▶ **What is being asked**
Restate each line below word for word, skipping every picture.

▶ **Data to examine**
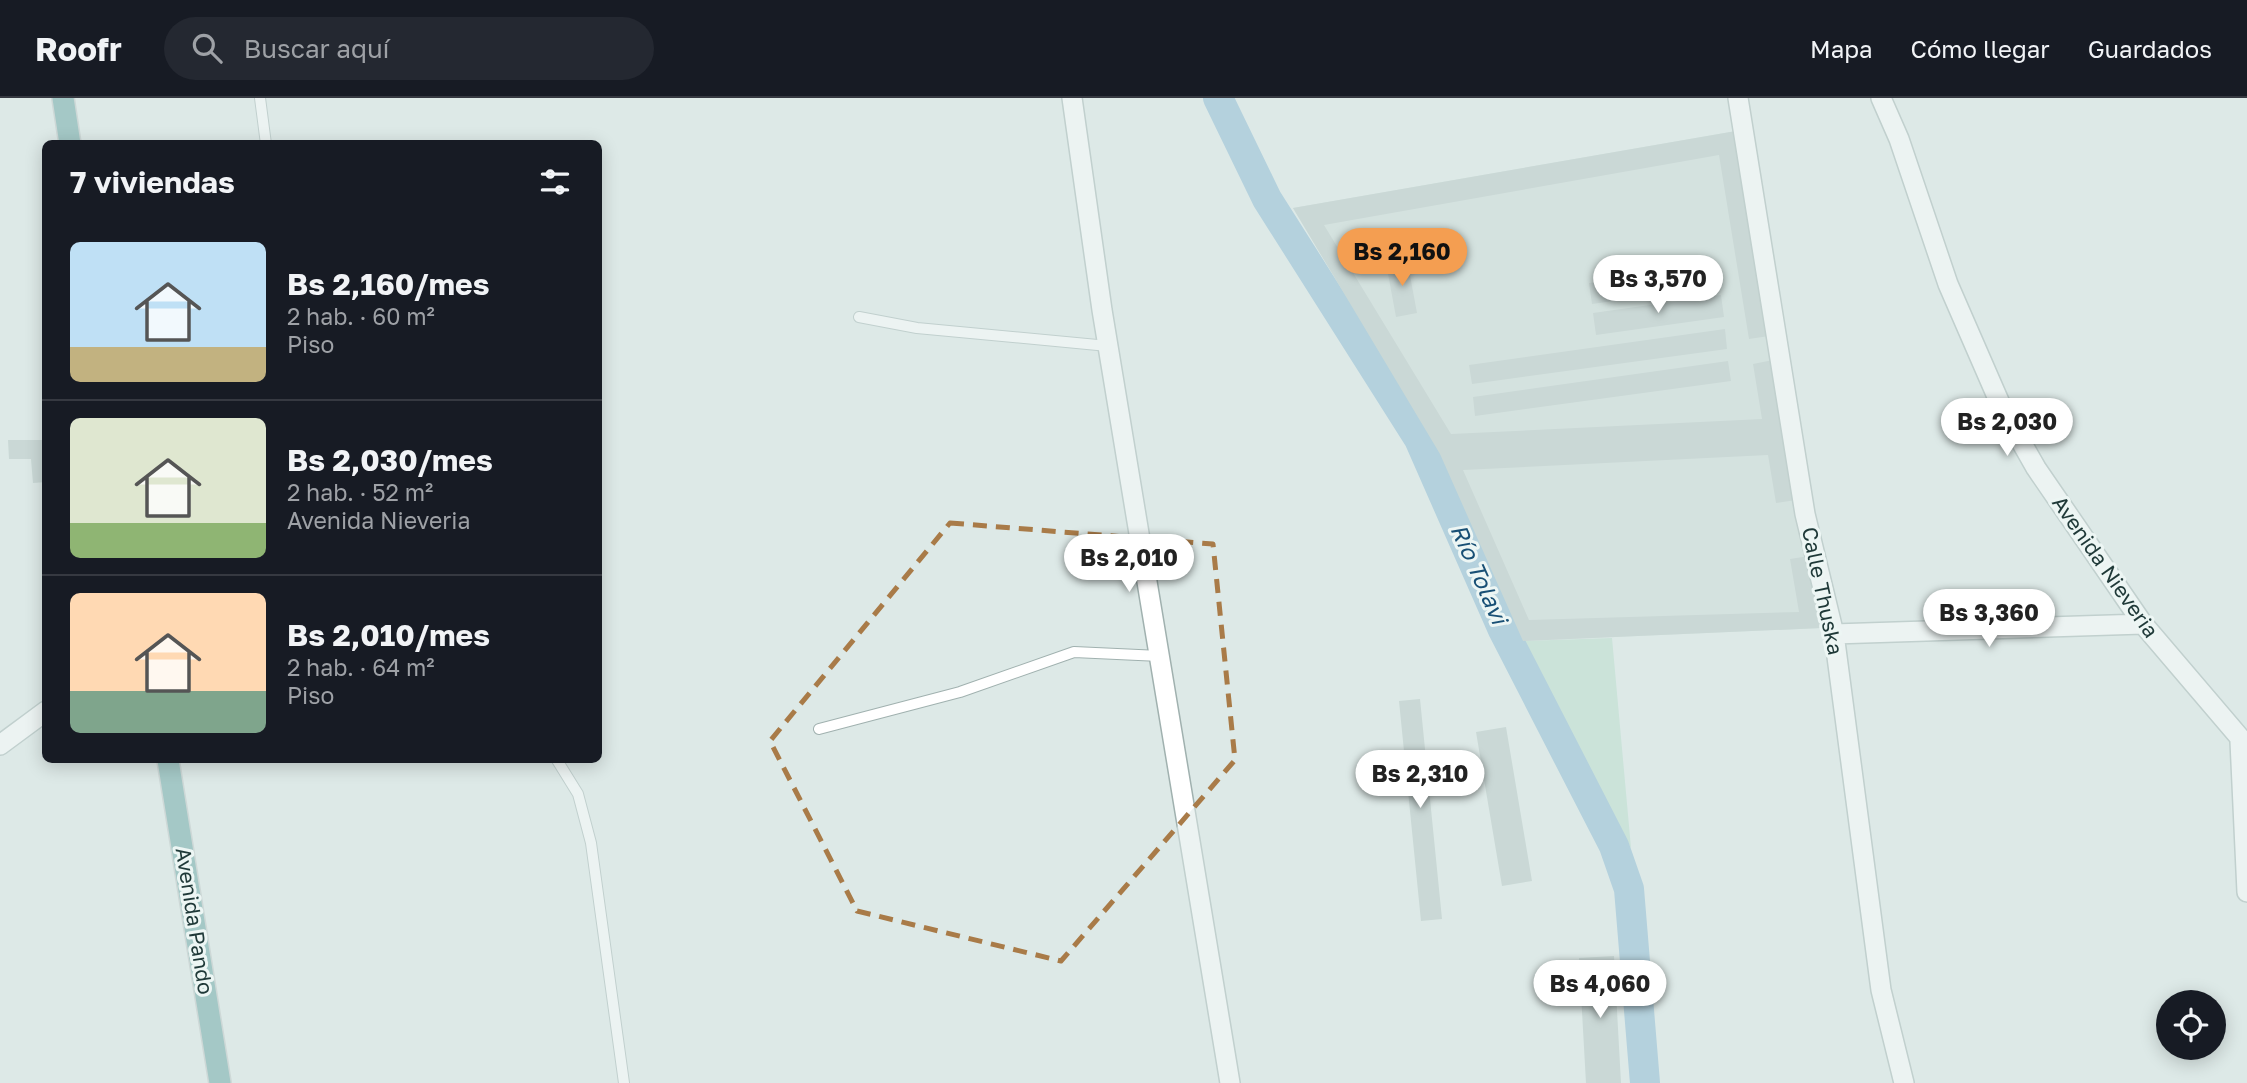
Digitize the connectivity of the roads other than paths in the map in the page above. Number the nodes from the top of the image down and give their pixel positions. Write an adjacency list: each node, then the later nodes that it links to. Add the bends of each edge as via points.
1 (63, 98): 6 (main road)
2 (260, 98): 7 (lane)
3 (1072, 98): 9 (street)
4 (1738, 98): 11 (street, Calle Thuska, via 1805,514)
5 (1881, 98): 10 (street, Avenida Nieveria, via 1948,284 2002,408 2036,468)
6 (69, 140)
7 (265, 140)
8 (859, 317): 9 (lane, via 917,328)
9 (1108, 346): 12 (street)
10 (2143, 624): 11 (street); 15 (street, Avenida Nieveria)
11 (1834, 634): 23 (street, Calle Thuska, via 1881,990)
12 (1160, 656): 14 (lane, via 1074,652 960,692); 22 (street)
13 (42, 714): 16 (street)
14 (819, 729)
15 (2243, 743): 19 (street)
16 (0, 746)
17 (168, 763): 20 (main road, Avenida Pando)
18 (559, 763): 21 (lane, via 578,794 592,843)
19 (2247, 892)
20 (220, 1083)
21 (624, 1083)
22 (1230, 1083)
23 (1904, 1083)

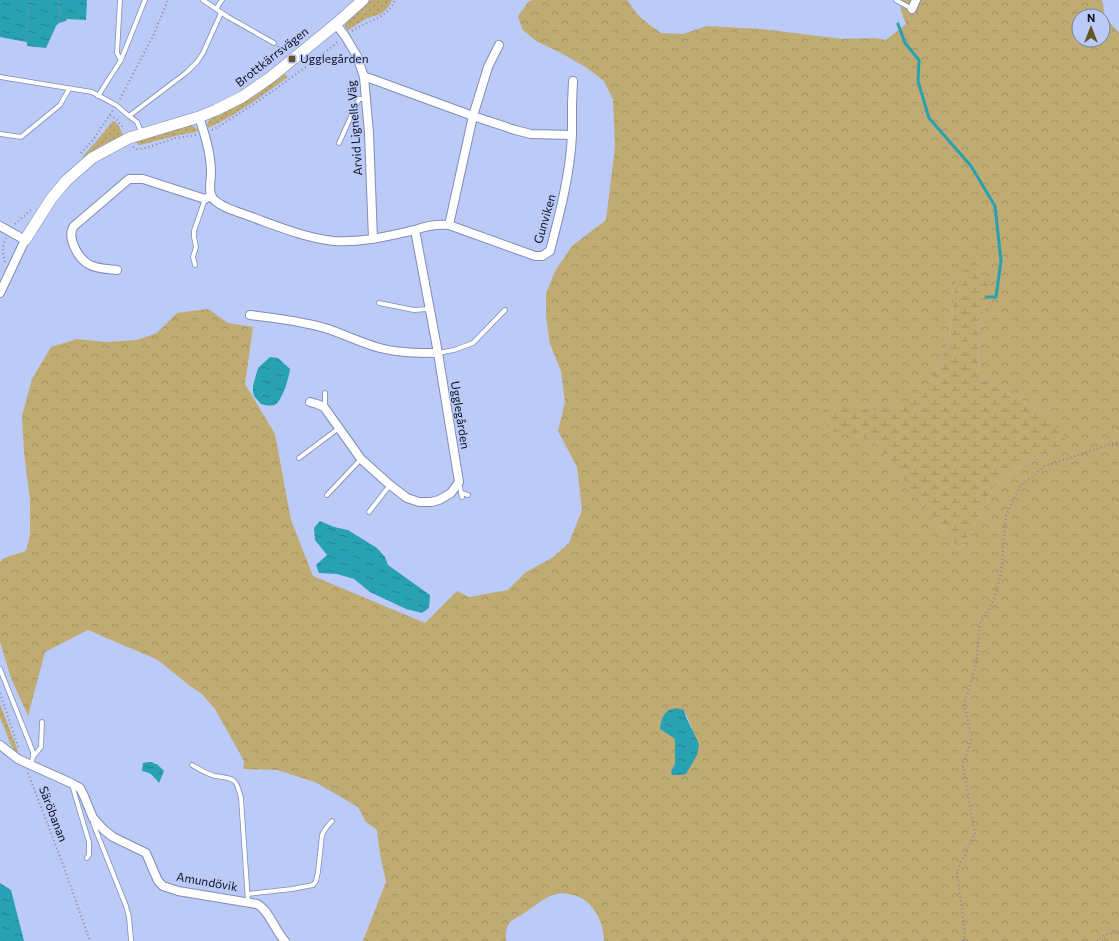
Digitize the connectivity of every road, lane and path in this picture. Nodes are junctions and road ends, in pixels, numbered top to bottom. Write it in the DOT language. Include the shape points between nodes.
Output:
graph roads {
  1 [pos="30,0"];
  2 [pos="120,0"];
  3 [pos="145,0"];
  4 [pos="168,0"];
  5 [pos="203,0"];
  6 [pos="222,0"];
  7 [pos="363,0"];
  8 [pos="896,0"];
  9 [pos="916,0"];
  10 [pos="59,2"];
  11 [pos="216,9"];
  12 [pos="912,9"];
  13 [pos="221,13"];
  14 [pos="59,23"];
  15 [pos="336,24"];
  16 [pos="26,42"];
  17 [pos="274,42"];
  18 [pos="499,44"];
  19 [pos="286,54"];
  20 [pos="121,60"];
  21 [pos="0,77"];
  22 [pos="364,77"];
  23 [pos="572,81"];
  24 [pos="69,89"];
  25 [pos="98,96"];
  26 [pos="366,99"];
  27 [pos="116,105"];
  28 [pos="129,116"];
  29 [pos="473,116"];
  30 [pos="199,117"];
  31 [pos="0,134"];
  32 [pos="142,134"];
  33 [pos="572,135"];
  34 [pos="93,140"];
  35 [pos="339,143"];
  36 [pos="208,198"];
  37 [pos="449,225"];
  38 [pos="0,226"];
  39 [pos="415,230"];
  40 [pos="373,239"];
  41 [pos="25,240"];
  42 [pos="195,264"];
  43 [pos="117,270"];
  44 [pos="0,293"];
  45 [pos="379,303"];
  46 [pos="429,309"];
  47 [pos="505,310"];
  48 [pos="250,315"];
  49 [pos="438,353"];
  50 [pos="325,393"];
  51 [pos="310,402"];
  52 [pos="325,409"];
  53 [pos="339,428"];
  54 [pos="1119,443"];
  55 [pos="299,458"];
  56 [pos="361,459"];
  57 [pos="459,482"];
  58 [pos="390,485"];
  59 [pos="327,495"];
  60 [pos="468,495"];
  61 [pos="369,512"];
  62 [pos="0,669"];
  63 [pos="0,693"];
  64 [pos="42,722"];
  65 [pos="0,745"];
  66 [pos="33,757"];
  67 [pos="27,763"];
  68 [pos="192,765"];
  69 [pos="71,783"];
  70 [pos="93,818"];
  71 [pos="332,821"];
  72 [pos="86,858"];
  73 [pos="248,898"];
  74 [pos="1119,933"];
  75 [pos="131,940"];
  76 [pos="90,941"];
  77 [pos="285,941"];
  78 [pos="963,941"];
  79 [pos="1097,941"];
  1 -- 16 [label="path"];
  2 -- 20 [label="lane" via="116,53"];
  3 -- 20 [label="lane"];
  4 -- 27 [label="path" via="154,34"];
  5 -- 11 [label="lane"];
  6 -- 11 [label="lane"];
  7 -- 15 [label="street, Brottkärrsvägen"];
  8 -- 12 [label="lane"];
  9 -- 12 [label="street"];
  10 -- 14 [label="path"];
  11 -- 13 [label="lane"];
  13 -- 17 [label="lane"];
  13 -- 28 [label="lane" via="197,62"];
  15 -- 22 [label="street, Arvid Lignells Väg" via="357,56"];
  15 -- 30 [label="street, Brottkärrsvägen" via="258,87 230,104"];
  17 -- 19 [label="path"];
  18 -- 29 [label="street" via="488,67"];
  20 -- 25 [label="lane"];
  21 -- 24 [label="lane"];
  22 -- 26 [label="street, Arvid Lignells Väg"];
  22 -- 29 [label="street"];
  23 -- 33 [label="street, Gunviken"];
  24 -- 25 [label="lane" via="92,92"];
  24 -- 31 [label="lane" via="60,106 21,137"];
  25 -- 27 [label="lane"];
  26 -- 35 [label="lane" via="360,99"];
  26 -- 40 [label="street, Arvid Lignells Väg"];
  27 -- 28 [label="lane"];
  27 -- 34 [label="path"];
  28 -- 32 [label="lane" via="137,122"];
  29 -- 33 [label="street" via="531,134"];
  29 -- 37 [label="street"];
  30 -- 32 [label="street, Brottkärrsvägen"];
  30 -- 36 [label="street" via="211,163"];
  32 -- 41 [label="street, Brottkärrsvägen" via="108,148 80,168 51,199"];
  33 -- 37 [label="street, Gunviken" via="568,180 550,251 542,256 535,256"];
  36 -- 40 [label="street" via="220,205 317,238 335,241"];
  36 -- 42 [label="lane" via="194,231"];
  36 -- 43 [label="street" via="197,198 143,179 129,179 71,230 73,245 84,260 101,269"];
  37 -- 39 [label="street, Gunviken"];
  38 -- 41 [label="street"];
  39 -- 40 [label="street"];
  39 -- 46 [label="street, Ugglegården"];
  41 -- 44 [label="street, Brottkärrsvägen"];
  45 -- 46 [label="lane" via="414,310"];
  46 -- 49 [label="street, Ugglegården"];
  47 -- 49 [label="lane" via="473,343"];
  48 -- 49 [label="street" via="278,318 326,329 398,352"];
  49 -- 57 [label="street, Ugglegården"];
  50 -- 52 [label="lane"];
  51 -- 52 [label="street"];
  52 -- 53 [label="street"];
  53 -- 55 [label="lane"];
  53 -- 56 [label="street"];
  54 -- 78 [label="path" via="1045,466 1019,487 1006,516 1001,573 994,599 980,624 976,665 964,704 972,738 963,766 975,833 957,871 965,934"];
  56 -- 58 [label="street"];
  56 -- 59 [label="lane"];
  57 -- 58 [label="street" via="451,493 431,502 407,498"];
  57 -- 60 [label="lane, Ugglegården" via="461,495"];
  58 -- 61 [label="lane"];
  62 -- 66 [label="lane"];
  63 -- 67 [label="path, Säröbanan"];
  64 -- 66 [label="lane" via="41,747"];
  65 -- 67 [label="street, Amundövik"];
  66 -- 67 [label="lane"];
  67 -- 69 [label="street, Amundövik"];
  67 -- 76 [label="path, Säröbanan"];
  68 -- 73 [label="lane" via="208,773 231,778 238,787 241,798"];
  69 -- 70 [label="street, Amundövik" via="80,788"];
  69 -- 72 [label="lane" via="89,842 89,855"];
  70 -- 73 [label="street, Amundövik" via="113,838 146,853 163,886 178,891"];
  70 -- 75 [label="lane" via="126,906"];
  71 -- 73 [label="lane" via="322,835 318,872 313,885"];
  73 -- 77 [label="street, Amundövik" via="263,908"];
  74 -- 79 [label="path" via="1106,934"];
}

▶ **Reply**
Digitize the connectivity of the roads other than paths in the map in the page above. Number the nodes from the top of the image down and give their pixel positions. Write an adjacency list: each node, then the later nodes that it links to. Add the bends of each edge as via points.
1 (63, 98): 6 (main road)
2 (260, 98): 7 (lane)
3 (1072, 98): 9 (street)
4 (1738, 98): 11 (street, Calle Thuska, via 1805,514)
5 (1881, 98): 10 (street, Avenida Nieveria, via 1948,284 2002,408 2036,468)
6 (69, 140)
7 (265, 140)
8 (859, 317): 9 (lane, via 917,328)
9 (1108, 346): 12 (street)
10 (2143, 624): 11 (street); 15 (street, Avenida Nieveria)
11 (1834, 634): 23 (street, Calle Thuska, via 1881,990)
12 (1160, 656): 14 (lane, via 1074,652 960,692); 22 (street)
13 (42, 714): 16 (street)
14 (819, 729)
15 (2243, 743): 19 (street)
16 (0, 746)
17 (168, 763): 20 (main road, Avenida Pando)
18 (559, 763): 21 (lane, via 578,794 592,843)
19 (2247, 892)
20 (220, 1083)
21 (624, 1083)
22 (1230, 1083)
23 (1904, 1083)

Digitize the connectivity of every road, lane and path in this picture. Nodes are junctions and road ends, in pixels, numbered top to bottom. Write it in the DOT language. Include the shape points between nodes.
Output:
graph roads {
  1 [pos="30,0"];
  2 [pos="120,0"];
  3 [pos="145,0"];
  4 [pos="168,0"];
  5 [pos="203,0"];
  6 [pos="222,0"];
  7 [pos="363,0"];
  8 [pos="896,0"];
  9 [pos="916,0"];
  10 [pos="59,2"];
  11 [pos="216,9"];
  12 [pos="912,9"];
  13 [pos="221,13"];
  14 [pos="59,23"];
  15 [pos="336,24"];
  16 [pos="26,42"];
  17 [pos="274,42"];
  18 [pos="499,44"];
  19 [pos="286,54"];
  20 [pos="121,60"];
  21 [pos="0,77"];
  22 [pos="364,77"];
  23 [pos="572,81"];
  24 [pos="69,89"];
  25 [pos="98,96"];
  26 [pos="366,99"];
  27 [pos="116,105"];
  28 [pos="129,116"];
  29 [pos="473,116"];
  30 [pos="199,117"];
  31 [pos="0,134"];
  32 [pos="142,134"];
  33 [pos="572,135"];
  34 [pos="93,140"];
  35 [pos="339,143"];
  36 [pos="208,198"];
  37 [pos="449,225"];
  38 [pos="0,226"];
  39 [pos="415,230"];
  40 [pos="373,239"];
  41 [pos="25,240"];
  42 [pos="195,264"];
  43 [pos="117,270"];
  44 [pos="0,293"];
  45 [pos="379,303"];
  46 [pos="429,309"];
  47 [pos="505,310"];
  48 [pos="250,315"];
  49 [pos="438,353"];
  50 [pos="325,393"];
  51 [pos="310,402"];
  52 [pos="325,409"];
  53 [pos="339,428"];
  54 [pos="1119,443"];
  55 [pos="299,458"];
  56 [pos="361,459"];
  57 [pos="459,482"];
  58 [pos="390,485"];
  59 [pos="327,495"];
  60 [pos="468,495"];
  61 [pos="369,512"];
  62 [pos="0,669"];
  63 [pos="0,693"];
  64 [pos="42,722"];
  65 [pos="0,745"];
  66 [pos="33,757"];
  67 [pos="27,763"];
  68 [pos="192,765"];
  69 [pos="71,783"];
  70 [pos="93,818"];
  71 [pos="332,821"];
  72 [pos="86,858"];
  73 [pos="248,898"];
  74 [pos="1119,933"];
  75 [pos="131,940"];
  76 [pos="90,941"];
  77 [pos="285,941"];
  78 [pos="963,941"];
  79 [pos="1097,941"];
  1 -- 16 [label="path"];
  2 -- 20 [label="lane" via="116,53"];
  3 -- 20 [label="lane"];
  4 -- 27 [label="path" via="154,34"];
  5 -- 11 [label="lane"];
  6 -- 11 [label="lane"];
  7 -- 15 [label="street, Brottkärrsvägen"];
  8 -- 12 [label="lane"];
  9 -- 12 [label="street"];
  10 -- 14 [label="path"];
  11 -- 13 [label="lane"];
  13 -- 17 [label="lane"];
  13 -- 28 [label="lane" via="197,62"];
  15 -- 22 [label="street, Arvid Lignells Väg" via="357,56"];
  15 -- 30 [label="street, Brottkärrsvägen" via="258,87 230,104"];
  17 -- 19 [label="path"];
  18 -- 29 [label="street" via="488,67"];
  20 -- 25 [label="lane"];
  21 -- 24 [label="lane"];
  22 -- 26 [label="street, Arvid Lignells Väg"];
  22 -- 29 [label="street"];
  23 -- 33 [label="street, Gunviken"];
  24 -- 25 [label="lane" via="92,92"];
  24 -- 31 [label="lane" via="60,106 21,137"];
  25 -- 27 [label="lane"];
  26 -- 35 [label="lane" via="360,99"];
  26 -- 40 [label="street, Arvid Lignells Väg"];
  27 -- 28 [label="lane"];
  27 -- 34 [label="path"];
  28 -- 32 [label="lane" via="137,122"];
  29 -- 33 [label="street" via="531,134"];
  29 -- 37 [label="street"];
  30 -- 32 [label="street, Brottkärrsvägen"];
  30 -- 36 [label="street" via="211,163"];
  32 -- 41 [label="street, Brottkärrsvägen" via="108,148 80,168 51,199"];
  33 -- 37 [label="street, Gunviken" via="568,180 550,251 542,256 535,256"];
  36 -- 40 [label="street" via="220,205 317,238 335,241"];
  36 -- 42 [label="lane" via="194,231"];
  36 -- 43 [label="street" via="197,198 143,179 129,179 71,230 73,245 84,260 101,269"];
  37 -- 39 [label="street, Gunviken"];
  38 -- 41 [label="street"];
  39 -- 40 [label="street"];
  39 -- 46 [label="street, Ugglegården"];
  41 -- 44 [label="street, Brottkärrsvägen"];
  45 -- 46 [label="lane" via="414,310"];
  46 -- 49 [label="street, Ugglegården"];
  47 -- 49 [label="lane" via="473,343"];
  48 -- 49 [label="street" via="278,318 326,329 398,352"];
  49 -- 57 [label="street, Ugglegården"];
  50 -- 52 [label="lane"];
  51 -- 52 [label="street"];
  52 -- 53 [label="street"];
  53 -- 55 [label="lane"];
  53 -- 56 [label="street"];
  54 -- 78 [label="path" via="1045,466 1019,487 1006,516 1001,573 994,599 980,624 976,665 964,704 972,738 963,766 975,833 957,871 965,934"];
  56 -- 58 [label="street"];
  56 -- 59 [label="lane"];
  57 -- 58 [label="street" via="451,493 431,502 407,498"];
  57 -- 60 [label="lane, Ugglegården" via="461,495"];
  58 -- 61 [label="lane"];
  62 -- 66 [label="lane"];
  63 -- 67 [label="path, Säröbanan"];
  64 -- 66 [label="lane" via="41,747"];
  65 -- 67 [label="street, Amundövik"];
  66 -- 67 [label="lane"];
  67 -- 69 [label="street, Amundövik"];
  67 -- 76 [label="path, Säröbanan"];
  68 -- 73 [label="lane" via="208,773 231,778 238,787 241,798"];
  69 -- 70 [label="street, Amundövik" via="80,788"];
  69 -- 72 [label="lane" via="89,842 89,855"];
  70 -- 73 [label="street, Amundövik" via="113,838 146,853 163,886 178,891"];
  70 -- 75 [label="lane" via="126,906"];
  71 -- 73 [label="lane" via="322,835 318,872 313,885"];
  73 -- 77 [label="street, Amundövik" via="263,908"];
  74 -- 79 [label="path" via="1106,934"];
}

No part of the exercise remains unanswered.